## MATERIALS PROVIDED
************

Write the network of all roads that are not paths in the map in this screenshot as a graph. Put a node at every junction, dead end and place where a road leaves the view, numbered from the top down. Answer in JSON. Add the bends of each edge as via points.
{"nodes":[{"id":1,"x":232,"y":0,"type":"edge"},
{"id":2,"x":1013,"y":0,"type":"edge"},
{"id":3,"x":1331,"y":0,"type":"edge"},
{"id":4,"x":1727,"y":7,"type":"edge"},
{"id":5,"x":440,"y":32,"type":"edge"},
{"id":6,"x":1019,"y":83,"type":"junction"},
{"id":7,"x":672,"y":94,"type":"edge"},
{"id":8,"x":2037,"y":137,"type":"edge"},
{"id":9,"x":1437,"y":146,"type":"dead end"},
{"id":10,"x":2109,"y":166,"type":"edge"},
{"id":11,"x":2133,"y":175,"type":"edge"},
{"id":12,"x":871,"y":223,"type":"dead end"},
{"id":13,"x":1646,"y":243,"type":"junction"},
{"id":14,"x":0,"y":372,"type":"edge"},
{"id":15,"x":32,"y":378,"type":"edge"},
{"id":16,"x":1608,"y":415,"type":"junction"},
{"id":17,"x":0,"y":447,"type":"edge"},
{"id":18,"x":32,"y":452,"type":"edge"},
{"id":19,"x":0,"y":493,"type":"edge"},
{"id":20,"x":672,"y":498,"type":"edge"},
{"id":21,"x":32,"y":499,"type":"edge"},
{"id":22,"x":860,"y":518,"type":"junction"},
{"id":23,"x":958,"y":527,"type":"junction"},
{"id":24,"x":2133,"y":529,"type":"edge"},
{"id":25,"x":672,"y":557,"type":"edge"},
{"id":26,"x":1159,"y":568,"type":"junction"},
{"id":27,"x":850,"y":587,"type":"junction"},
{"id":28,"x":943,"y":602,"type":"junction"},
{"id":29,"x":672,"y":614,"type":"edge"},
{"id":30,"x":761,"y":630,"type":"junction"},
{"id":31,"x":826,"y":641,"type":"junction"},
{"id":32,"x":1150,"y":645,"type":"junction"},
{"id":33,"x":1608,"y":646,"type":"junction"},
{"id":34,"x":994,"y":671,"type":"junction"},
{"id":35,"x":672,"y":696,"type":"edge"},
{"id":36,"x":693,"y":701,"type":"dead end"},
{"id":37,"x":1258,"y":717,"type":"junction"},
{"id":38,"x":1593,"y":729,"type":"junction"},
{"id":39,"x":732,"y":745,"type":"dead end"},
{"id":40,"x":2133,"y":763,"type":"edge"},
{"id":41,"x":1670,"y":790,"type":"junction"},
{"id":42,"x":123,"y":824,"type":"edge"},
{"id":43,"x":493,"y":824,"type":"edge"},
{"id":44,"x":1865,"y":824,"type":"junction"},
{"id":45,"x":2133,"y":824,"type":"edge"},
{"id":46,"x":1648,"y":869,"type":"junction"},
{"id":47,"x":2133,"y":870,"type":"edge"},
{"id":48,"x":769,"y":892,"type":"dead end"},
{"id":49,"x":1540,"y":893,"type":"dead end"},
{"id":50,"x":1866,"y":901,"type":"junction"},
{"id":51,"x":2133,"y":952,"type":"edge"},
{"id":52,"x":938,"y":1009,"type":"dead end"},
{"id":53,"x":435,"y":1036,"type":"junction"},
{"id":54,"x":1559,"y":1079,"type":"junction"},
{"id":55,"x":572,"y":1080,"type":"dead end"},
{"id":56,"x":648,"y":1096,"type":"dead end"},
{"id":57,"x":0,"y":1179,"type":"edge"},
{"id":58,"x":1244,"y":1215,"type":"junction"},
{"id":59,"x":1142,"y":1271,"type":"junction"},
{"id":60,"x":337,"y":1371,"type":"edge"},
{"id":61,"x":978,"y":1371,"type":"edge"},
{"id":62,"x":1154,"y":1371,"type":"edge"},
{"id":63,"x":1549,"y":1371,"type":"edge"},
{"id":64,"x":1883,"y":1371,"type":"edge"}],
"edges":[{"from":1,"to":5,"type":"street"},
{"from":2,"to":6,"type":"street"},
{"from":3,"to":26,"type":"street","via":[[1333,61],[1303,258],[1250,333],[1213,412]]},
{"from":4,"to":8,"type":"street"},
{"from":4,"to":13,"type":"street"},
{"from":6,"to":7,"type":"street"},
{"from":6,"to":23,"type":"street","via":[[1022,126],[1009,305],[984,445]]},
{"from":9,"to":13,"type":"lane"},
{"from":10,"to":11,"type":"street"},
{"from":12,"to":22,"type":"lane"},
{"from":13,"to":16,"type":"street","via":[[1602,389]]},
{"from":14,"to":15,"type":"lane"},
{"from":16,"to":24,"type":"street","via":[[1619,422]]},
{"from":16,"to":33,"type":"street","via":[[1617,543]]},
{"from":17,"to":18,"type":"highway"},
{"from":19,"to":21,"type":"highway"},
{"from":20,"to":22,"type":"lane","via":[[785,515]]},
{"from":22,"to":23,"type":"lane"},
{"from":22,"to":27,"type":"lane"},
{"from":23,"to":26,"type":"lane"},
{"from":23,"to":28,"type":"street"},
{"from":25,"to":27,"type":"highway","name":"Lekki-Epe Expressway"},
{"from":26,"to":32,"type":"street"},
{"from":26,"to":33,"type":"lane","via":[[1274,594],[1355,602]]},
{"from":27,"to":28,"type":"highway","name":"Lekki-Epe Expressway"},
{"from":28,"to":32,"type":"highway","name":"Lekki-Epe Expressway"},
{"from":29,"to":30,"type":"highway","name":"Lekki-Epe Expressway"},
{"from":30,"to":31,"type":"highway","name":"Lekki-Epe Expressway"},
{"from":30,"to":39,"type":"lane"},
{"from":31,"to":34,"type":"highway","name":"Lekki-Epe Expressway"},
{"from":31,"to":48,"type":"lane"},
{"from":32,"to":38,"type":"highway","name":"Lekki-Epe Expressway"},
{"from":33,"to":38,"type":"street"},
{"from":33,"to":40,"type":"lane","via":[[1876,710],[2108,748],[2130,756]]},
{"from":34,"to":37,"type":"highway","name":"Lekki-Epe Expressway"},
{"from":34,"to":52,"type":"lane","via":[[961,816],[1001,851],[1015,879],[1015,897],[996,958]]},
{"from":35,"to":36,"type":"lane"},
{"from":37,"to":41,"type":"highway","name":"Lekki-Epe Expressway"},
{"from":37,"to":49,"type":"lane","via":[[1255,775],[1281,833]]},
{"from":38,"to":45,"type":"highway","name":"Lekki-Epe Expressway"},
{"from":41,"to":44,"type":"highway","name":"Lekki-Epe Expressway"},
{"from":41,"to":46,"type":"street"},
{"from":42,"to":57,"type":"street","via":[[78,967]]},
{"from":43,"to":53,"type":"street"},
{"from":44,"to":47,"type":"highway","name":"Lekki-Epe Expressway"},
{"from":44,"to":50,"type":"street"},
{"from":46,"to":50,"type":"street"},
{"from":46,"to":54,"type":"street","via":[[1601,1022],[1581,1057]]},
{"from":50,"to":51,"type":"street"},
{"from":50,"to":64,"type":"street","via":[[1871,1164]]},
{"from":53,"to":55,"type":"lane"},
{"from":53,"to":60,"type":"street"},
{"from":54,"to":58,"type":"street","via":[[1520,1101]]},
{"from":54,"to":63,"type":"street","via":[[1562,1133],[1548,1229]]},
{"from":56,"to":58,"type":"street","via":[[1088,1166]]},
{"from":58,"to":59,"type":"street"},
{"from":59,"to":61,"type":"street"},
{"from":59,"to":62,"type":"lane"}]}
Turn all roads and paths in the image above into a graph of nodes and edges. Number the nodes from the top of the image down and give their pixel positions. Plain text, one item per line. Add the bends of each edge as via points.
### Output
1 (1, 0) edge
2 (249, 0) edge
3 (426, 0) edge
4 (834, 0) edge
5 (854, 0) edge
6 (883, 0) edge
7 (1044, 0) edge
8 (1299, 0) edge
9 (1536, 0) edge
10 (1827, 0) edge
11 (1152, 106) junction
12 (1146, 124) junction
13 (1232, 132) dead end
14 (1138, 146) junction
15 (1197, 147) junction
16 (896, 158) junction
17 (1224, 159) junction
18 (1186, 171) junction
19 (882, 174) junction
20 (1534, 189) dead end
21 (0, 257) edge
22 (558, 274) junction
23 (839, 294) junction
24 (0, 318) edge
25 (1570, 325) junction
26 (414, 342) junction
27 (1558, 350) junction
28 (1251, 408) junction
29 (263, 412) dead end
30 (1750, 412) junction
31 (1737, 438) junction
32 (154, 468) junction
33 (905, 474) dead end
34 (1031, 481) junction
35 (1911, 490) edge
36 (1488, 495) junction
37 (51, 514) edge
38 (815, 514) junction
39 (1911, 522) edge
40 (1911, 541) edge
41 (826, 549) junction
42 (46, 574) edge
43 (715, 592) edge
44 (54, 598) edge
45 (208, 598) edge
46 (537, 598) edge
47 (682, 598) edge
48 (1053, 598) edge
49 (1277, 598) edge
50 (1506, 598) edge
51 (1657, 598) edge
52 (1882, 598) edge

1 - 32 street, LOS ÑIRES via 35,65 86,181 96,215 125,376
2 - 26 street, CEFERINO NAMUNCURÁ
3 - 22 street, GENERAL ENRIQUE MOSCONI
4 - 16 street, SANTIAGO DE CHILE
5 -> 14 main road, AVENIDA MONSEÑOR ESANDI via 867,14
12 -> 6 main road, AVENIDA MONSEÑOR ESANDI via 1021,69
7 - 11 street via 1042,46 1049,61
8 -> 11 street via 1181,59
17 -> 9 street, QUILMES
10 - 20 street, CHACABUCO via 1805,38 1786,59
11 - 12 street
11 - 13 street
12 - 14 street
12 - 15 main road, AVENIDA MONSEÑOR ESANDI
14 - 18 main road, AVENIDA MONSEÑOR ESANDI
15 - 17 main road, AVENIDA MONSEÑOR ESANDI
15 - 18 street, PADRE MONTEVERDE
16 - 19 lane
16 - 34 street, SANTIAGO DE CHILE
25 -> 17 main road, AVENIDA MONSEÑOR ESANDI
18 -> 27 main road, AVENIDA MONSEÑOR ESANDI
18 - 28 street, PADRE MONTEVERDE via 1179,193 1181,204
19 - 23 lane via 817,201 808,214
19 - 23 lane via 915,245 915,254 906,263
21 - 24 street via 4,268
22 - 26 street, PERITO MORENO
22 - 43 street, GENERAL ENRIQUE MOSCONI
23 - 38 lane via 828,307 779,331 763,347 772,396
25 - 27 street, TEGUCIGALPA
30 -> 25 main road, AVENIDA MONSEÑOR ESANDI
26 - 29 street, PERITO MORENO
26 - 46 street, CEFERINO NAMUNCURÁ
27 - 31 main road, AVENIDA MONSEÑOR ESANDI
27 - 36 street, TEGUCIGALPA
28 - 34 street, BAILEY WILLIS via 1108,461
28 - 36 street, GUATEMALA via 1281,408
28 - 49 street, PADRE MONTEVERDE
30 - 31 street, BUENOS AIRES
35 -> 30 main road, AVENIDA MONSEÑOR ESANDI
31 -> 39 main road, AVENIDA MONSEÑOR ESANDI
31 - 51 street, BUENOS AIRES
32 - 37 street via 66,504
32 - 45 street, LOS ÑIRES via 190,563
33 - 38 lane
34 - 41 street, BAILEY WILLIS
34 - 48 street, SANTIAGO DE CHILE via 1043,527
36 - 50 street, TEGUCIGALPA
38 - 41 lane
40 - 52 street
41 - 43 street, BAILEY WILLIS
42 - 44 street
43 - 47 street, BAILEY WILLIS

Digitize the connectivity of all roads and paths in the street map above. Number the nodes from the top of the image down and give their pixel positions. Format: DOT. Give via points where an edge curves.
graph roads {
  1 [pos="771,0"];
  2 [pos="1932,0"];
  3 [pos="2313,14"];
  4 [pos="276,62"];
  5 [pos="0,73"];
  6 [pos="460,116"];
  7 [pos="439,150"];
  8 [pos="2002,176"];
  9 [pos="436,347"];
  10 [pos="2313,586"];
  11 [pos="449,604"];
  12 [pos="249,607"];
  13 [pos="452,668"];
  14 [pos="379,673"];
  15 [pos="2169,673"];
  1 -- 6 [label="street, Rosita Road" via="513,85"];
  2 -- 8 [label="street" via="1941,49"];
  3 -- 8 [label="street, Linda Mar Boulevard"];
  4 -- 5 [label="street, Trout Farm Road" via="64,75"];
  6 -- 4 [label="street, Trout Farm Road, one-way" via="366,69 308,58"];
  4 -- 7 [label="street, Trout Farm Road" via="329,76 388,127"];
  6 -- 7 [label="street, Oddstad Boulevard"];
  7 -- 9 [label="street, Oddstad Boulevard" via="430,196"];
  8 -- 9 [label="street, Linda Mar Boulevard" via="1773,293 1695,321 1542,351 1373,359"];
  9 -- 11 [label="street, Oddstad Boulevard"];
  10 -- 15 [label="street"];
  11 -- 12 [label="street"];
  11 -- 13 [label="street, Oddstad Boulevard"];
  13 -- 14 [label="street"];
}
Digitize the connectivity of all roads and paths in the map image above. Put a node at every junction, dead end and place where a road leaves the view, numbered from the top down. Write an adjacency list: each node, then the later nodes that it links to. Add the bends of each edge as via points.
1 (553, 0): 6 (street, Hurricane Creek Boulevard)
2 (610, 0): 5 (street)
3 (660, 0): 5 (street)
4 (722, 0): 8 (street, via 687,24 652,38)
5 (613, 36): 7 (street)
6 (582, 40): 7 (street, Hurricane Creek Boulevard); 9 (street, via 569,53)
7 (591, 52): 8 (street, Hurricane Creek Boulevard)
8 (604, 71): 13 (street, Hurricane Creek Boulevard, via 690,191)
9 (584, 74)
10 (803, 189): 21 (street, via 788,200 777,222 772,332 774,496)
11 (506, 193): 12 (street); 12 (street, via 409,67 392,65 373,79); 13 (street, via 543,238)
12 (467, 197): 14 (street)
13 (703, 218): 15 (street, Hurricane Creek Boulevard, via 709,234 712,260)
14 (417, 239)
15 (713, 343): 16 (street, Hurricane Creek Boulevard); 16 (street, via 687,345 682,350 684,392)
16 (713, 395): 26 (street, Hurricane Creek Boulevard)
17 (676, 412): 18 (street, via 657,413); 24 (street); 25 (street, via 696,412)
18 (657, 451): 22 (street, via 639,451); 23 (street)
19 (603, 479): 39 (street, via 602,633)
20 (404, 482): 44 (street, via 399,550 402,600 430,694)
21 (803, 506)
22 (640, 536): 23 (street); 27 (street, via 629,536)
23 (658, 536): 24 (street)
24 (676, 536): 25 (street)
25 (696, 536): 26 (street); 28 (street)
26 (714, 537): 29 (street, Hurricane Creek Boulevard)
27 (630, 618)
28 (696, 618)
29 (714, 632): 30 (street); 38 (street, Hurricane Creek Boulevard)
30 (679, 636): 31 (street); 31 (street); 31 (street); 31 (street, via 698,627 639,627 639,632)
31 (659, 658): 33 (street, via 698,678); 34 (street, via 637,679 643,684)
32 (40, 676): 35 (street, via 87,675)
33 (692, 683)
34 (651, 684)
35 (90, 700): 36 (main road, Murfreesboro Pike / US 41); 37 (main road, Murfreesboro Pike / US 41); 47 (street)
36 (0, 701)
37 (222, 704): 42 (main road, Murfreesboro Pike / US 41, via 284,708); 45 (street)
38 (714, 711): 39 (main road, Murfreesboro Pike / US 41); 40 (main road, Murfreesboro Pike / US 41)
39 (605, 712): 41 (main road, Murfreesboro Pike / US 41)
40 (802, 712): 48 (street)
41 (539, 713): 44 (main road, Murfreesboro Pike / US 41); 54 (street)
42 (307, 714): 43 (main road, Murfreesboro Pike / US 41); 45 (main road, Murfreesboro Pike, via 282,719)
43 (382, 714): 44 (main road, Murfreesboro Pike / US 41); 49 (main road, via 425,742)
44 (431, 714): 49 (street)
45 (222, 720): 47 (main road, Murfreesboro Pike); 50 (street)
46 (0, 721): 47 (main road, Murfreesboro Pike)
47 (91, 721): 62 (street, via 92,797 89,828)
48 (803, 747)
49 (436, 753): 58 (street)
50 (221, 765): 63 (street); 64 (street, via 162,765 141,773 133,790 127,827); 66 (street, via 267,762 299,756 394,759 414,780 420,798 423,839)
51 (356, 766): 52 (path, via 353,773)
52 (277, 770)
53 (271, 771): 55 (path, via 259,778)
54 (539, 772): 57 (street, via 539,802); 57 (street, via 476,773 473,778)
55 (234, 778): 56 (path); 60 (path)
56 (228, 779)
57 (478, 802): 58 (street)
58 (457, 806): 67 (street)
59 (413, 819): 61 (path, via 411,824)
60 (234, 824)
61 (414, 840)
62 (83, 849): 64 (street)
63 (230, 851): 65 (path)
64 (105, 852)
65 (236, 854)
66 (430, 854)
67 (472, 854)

************

## INSTRUCTIONS TO FOLLOW
Filter the entries above down to the lines that contain the word "Hurricane".

## SOLUTION
1 (553, 0): 6 (street, Hurricane Creek Boulevard)
6 (582, 40): 7 (street, Hurricane Creek Boulevard); 9 (street, via 569,53)
7 (591, 52): 8 (street, Hurricane Creek Boulevard)
8 (604, 71): 13 (street, Hurricane Creek Boulevard, via 690,191)
13 (703, 218): 15 (street, Hurricane Creek Boulevard, via 709,234 712,260)
15 (713, 343): 16 (street, Hurricane Creek Boulevard); 16 (street, via 687,345 682,350 684,392)
16 (713, 395): 26 (street, Hurricane Creek Boulevard)
26 (714, 537): 29 (street, Hurricane Creek Boulevard)
29 (714, 632): 30 (street); 38 (street, Hurricane Creek Boulevard)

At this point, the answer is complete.